Search code examples
rustserde

How to implement serde Deserialize for struct that references its parent?


I want access a parent struct from a children, so I'm trying to store a reference to the parent Chain in the child's chain.blocks. But I'm encountering an error:

// Chain
#[derive(Default, Serialize, Deserialize)]
pub struct Chain<'a> {
    pub blocks: Vec<Block<'a>>,
}

// Block
#[derive(Deserialize, Serialize)]
pub struct Block<'a> {
    pub id: String,
    pub prev_hash: String,
    pub timestamp: u64,
    pub nonce: i32,
    pub proof: String,
    pub miner: String,
    pub documents: Vec<String>,
    pub merkel_root: String,
    chain: &'a Chain<'a>,
}

impl<'a> Default for Block<'a> {
    fn default() -> Self {
        Self {
            ..Default::default()
        }
    }
}
the trait bound `&'a chain::Chain<'a>: Deserialize<'_>` is not satisfied
the following implementations were found:
  <chain::Chain<'a> as Deserialize<'de>>rustcE0277

I already have #[derive(Deserialize)] on both, so I'm not sure what else I could do.


Solution

  • Problems

    What you're trying to make is a self-referential structure, which is troublesome in Rust. See these answers, for example. It's not necessarily impossible, but it would be best if you try to find a different model for your data.

    Also: serde's derive mechanism doesn't care whether your field is pub or not, it will deserialize to it anyway.
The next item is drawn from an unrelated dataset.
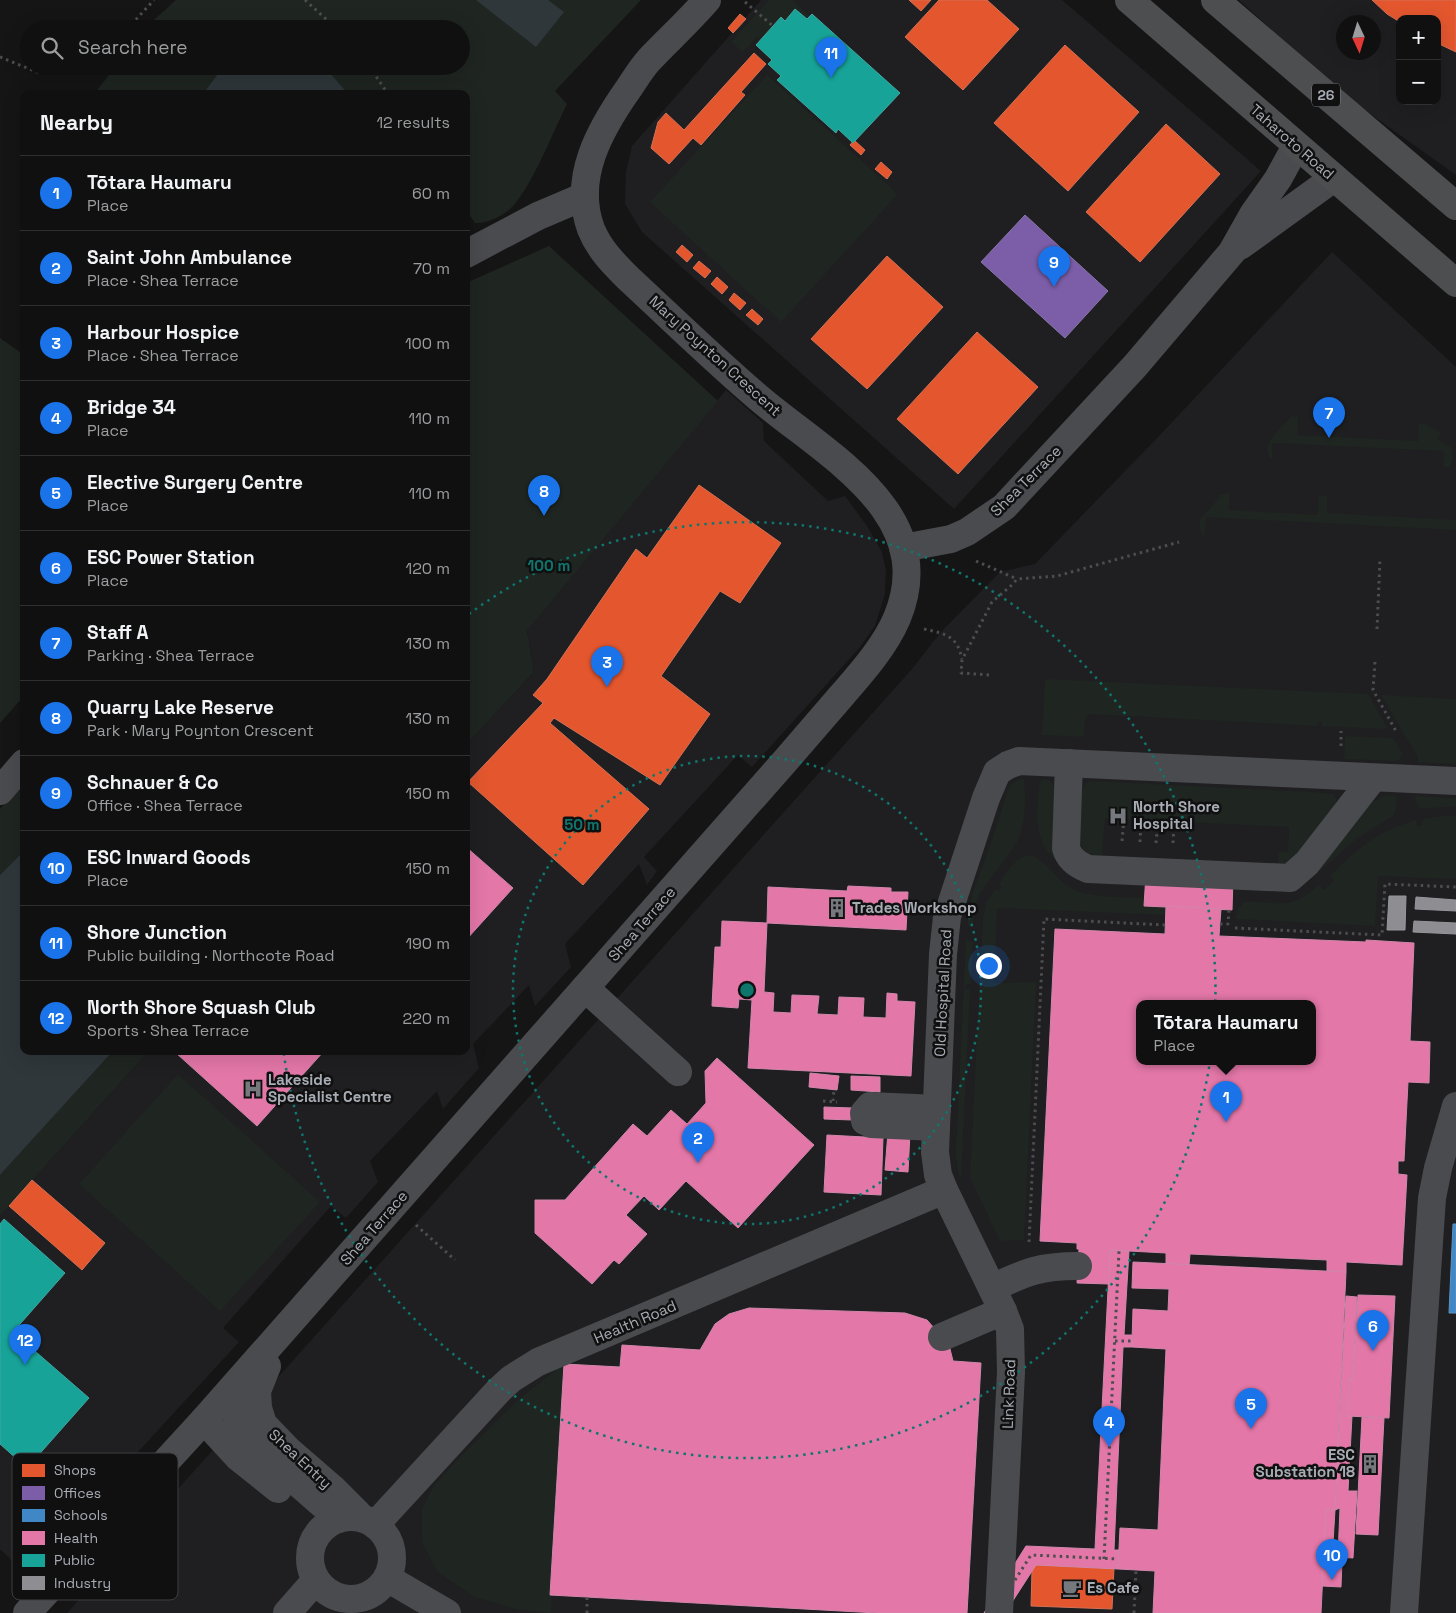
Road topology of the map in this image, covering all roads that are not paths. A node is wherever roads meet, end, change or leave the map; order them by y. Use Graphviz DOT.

And it has no way to know that you want chain to contain a reference to its parent. In fact, it will generate a deserializer for block which can be used stand-alone. If you do wat @PitaJ suggests (chain: Box<Chain>), you'll get a deserializer that expects data like

    {
      "id": "foo",
      …
      "merkel_root": "You're thinking of Merkle, Merkel is the German chancellor a. D.",
      "chain": {
        "blocks": [
          {
            "id": "bar",
            …
            "chain": {
              "blocks": []
            }
          }
        ]
      }
    }
    

    Lastly:

    impl<'a> Default for Block<'a> {
        fn default() -> Self {
            Self {
                ..Default::default()
            }
        }
    }
    

    is infinite recursion. But rustc would have warned you about this if you'd managed to get past the compiler errors.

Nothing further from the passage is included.